[Given entries — start]

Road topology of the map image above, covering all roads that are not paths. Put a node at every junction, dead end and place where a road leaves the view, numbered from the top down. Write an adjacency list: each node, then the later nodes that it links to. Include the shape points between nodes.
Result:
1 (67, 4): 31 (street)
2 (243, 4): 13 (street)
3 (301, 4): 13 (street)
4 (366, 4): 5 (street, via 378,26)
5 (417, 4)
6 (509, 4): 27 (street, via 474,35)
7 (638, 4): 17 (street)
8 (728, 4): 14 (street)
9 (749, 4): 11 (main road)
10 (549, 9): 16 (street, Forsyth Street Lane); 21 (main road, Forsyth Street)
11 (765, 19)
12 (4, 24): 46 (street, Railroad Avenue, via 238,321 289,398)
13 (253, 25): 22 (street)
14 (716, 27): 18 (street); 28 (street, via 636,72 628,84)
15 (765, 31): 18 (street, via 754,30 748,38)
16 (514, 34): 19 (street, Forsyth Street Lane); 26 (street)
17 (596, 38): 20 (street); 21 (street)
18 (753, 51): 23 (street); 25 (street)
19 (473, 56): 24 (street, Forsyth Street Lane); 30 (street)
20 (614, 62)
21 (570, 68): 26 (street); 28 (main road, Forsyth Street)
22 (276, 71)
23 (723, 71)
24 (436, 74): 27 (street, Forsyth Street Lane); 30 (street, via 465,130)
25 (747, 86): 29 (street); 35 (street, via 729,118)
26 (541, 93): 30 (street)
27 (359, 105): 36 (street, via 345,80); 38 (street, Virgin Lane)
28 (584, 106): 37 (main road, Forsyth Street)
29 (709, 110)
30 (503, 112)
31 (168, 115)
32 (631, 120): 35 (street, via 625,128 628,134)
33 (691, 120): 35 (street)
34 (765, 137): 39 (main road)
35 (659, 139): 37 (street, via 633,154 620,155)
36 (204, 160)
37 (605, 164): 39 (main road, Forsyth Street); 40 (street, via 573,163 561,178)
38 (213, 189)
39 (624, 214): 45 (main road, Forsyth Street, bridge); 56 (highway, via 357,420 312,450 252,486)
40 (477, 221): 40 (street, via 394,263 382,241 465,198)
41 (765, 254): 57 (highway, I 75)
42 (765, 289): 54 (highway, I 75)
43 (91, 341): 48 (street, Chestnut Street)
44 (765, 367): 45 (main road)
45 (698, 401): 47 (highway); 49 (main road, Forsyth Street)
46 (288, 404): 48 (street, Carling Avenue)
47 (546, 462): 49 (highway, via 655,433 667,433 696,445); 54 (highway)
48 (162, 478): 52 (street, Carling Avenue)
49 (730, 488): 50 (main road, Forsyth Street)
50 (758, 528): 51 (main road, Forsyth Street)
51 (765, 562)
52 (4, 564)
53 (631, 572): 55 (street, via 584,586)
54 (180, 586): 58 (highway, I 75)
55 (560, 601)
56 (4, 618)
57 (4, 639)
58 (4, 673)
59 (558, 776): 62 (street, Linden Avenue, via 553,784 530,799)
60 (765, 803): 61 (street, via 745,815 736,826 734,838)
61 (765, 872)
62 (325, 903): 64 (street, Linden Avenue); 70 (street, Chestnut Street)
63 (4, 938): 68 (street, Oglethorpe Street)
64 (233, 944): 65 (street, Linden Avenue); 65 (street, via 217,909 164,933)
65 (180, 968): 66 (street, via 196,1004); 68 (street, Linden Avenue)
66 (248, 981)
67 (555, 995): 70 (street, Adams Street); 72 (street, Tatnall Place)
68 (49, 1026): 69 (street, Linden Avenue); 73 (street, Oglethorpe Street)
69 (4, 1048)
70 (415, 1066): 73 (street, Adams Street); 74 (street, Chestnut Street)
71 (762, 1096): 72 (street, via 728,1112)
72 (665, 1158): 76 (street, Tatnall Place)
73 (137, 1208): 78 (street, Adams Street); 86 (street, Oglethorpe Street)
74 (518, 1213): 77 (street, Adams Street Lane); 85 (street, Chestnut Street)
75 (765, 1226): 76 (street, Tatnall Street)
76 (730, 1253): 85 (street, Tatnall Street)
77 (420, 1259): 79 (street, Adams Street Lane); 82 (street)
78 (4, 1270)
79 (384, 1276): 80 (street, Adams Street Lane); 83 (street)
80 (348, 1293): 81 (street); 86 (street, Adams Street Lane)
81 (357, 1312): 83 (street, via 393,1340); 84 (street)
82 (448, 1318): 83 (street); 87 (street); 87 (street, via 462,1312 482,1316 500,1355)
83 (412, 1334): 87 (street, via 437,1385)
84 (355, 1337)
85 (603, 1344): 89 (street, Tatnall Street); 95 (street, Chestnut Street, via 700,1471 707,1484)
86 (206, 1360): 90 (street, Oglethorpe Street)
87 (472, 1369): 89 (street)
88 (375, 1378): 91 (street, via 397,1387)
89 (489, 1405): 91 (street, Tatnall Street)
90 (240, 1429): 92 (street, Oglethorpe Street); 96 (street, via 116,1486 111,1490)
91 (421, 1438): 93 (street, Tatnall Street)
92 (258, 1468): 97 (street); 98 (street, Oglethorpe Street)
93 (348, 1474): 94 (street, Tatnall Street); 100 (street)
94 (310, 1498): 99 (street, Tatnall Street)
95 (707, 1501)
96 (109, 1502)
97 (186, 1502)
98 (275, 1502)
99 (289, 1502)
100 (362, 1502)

[Given entries — finish]

Problem details:
Return all of the data precisely as it appears.

Task answer:
Road topology of the map image above, covering all roads that are not paths. Put a node at every junction, dead end and place where a road leaves the view, numbered from the top down. Write an adjacency list: each node, then the later nodes that it links to. Include the shape points between nodes.
Result:
1 (67, 4): 31 (street)
2 (243, 4): 13 (street)
3 (301, 4): 13 (street)
4 (366, 4): 5 (street, via 378,26)
5 (417, 4)
6 (509, 4): 27 (street, via 474,35)
7 (638, 4): 17 (street)
8 (728, 4): 14 (street)
9 (749, 4): 11 (main road)
10 (549, 9): 16 (street, Forsyth Street Lane); 21 (main road, Forsyth Street)
11 (765, 19)
12 (4, 24): 46 (street, Railroad Avenue, via 238,321 289,398)
13 (253, 25): 22 (street)
14 (716, 27): 18 (street); 28 (street, via 636,72 628,84)
15 (765, 31): 18 (street, via 754,30 748,38)
16 (514, 34): 19 (street, Forsyth Street Lane); 26 (street)
17 (596, 38): 20 (street); 21 (street)
18 (753, 51): 23 (street); 25 (street)
19 (473, 56): 24 (street, Forsyth Street Lane); 30 (street)
20 (614, 62)
21 (570, 68): 26 (street); 28 (main road, Forsyth Street)
22 (276, 71)
23 (723, 71)
24 (436, 74): 27 (street, Forsyth Street Lane); 30 (street, via 465,130)
25 (747, 86): 29 (street); 35 (street, via 729,118)
26 (541, 93): 30 (street)
27 (359, 105): 36 (street, via 345,80); 38 (street, Virgin Lane)
28 (584, 106): 37 (main road, Forsyth Street)
29 (709, 110)
30 (503, 112)
31 (168, 115)
32 (631, 120): 35 (street, via 625,128 628,134)
33 (691, 120): 35 (street)
34 (765, 137): 39 (main road)
35 (659, 139): 37 (street, via 633,154 620,155)
36 (204, 160)
37 (605, 164): 39 (main road, Forsyth Street); 40 (street, via 573,163 561,178)
38 (213, 189)
39 (624, 214): 45 (main road, Forsyth Street, bridge); 56 (highway, via 357,420 312,450 252,486)
40 (477, 221): 40 (street, via 394,263 382,241 465,198)
41 (765, 254): 57 (highway, I 75)
42 (765, 289): 54 (highway, I 75)
43 (91, 341): 48 (street, Chestnut Street)
44 (765, 367): 45 (main road)
45 (698, 401): 47 (highway); 49 (main road, Forsyth Street)
46 (288, 404): 48 (street, Carling Avenue)
47 (546, 462): 49 (highway, via 655,433 667,433 696,445); 54 (highway)
48 (162, 478): 52 (street, Carling Avenue)
49 (730, 488): 50 (main road, Forsyth Street)
50 (758, 528): 51 (main road, Forsyth Street)
51 (765, 562)
52 (4, 564)
53 (631, 572): 55 (street, via 584,586)
54 (180, 586): 58 (highway, I 75)
55 (560, 601)
56 (4, 618)
57 (4, 639)
58 (4, 673)
59 (558, 776): 62 (street, Linden Avenue, via 553,784 530,799)
60 (765, 803): 61 (street, via 745,815 736,826 734,838)
61 (765, 872)
62 (325, 903): 64 (street, Linden Avenue); 70 (street, Chestnut Street)
63 (4, 938): 68 (street, Oglethorpe Street)
64 (233, 944): 65 (street, Linden Avenue); 65 (street, via 217,909 164,933)
65 (180, 968): 66 (street, via 196,1004); 68 (street, Linden Avenue)
66 (248, 981)
67 (555, 995): 70 (street, Adams Street); 72 (street, Tatnall Place)
68 (49, 1026): 69 (street, Linden Avenue); 73 (street, Oglethorpe Street)
69 (4, 1048)
70 (415, 1066): 73 (street, Adams Street); 74 (street, Chestnut Street)
71 (762, 1096): 72 (street, via 728,1112)
72 (665, 1158): 76 (street, Tatnall Place)
73 (137, 1208): 78 (street, Adams Street); 86 (street, Oglethorpe Street)
74 (518, 1213): 77 (street, Adams Street Lane); 85 (street, Chestnut Street)
75 (765, 1226): 76 (street, Tatnall Street)
76 (730, 1253): 85 (street, Tatnall Street)
77 (420, 1259): 79 (street, Adams Street Lane); 82 (street)
78 (4, 1270)
79 (384, 1276): 80 (street, Adams Street Lane); 83 (street)
80 (348, 1293): 81 (street); 86 (street, Adams Street Lane)
81 (357, 1312): 83 (street, via 393,1340); 84 (street)
82 (448, 1318): 83 (street); 87 (street); 87 (street, via 462,1312 482,1316 500,1355)
83 (412, 1334): 87 (street, via 437,1385)
84 (355, 1337)
85 (603, 1344): 89 (street, Tatnall Street); 95 (street, Chestnut Street, via 700,1471 707,1484)
86 (206, 1360): 90 (street, Oglethorpe Street)
87 (472, 1369): 89 (street)
88 (375, 1378): 91 (street, via 397,1387)
89 (489, 1405): 91 (street, Tatnall Street)
90 (240, 1429): 92 (street, Oglethorpe Street); 96 (street, via 116,1486 111,1490)
91 (421, 1438): 93 (street, Tatnall Street)
92 (258, 1468): 97 (street); 98 (street, Oglethorpe Street)
93 (348, 1474): 94 (street, Tatnall Street); 100 (street)
94 (310, 1498): 99 (street, Tatnall Street)
95 (707, 1501)
96 (109, 1502)
97 (186, 1502)
98 (275, 1502)
99 (289, 1502)
100 (362, 1502)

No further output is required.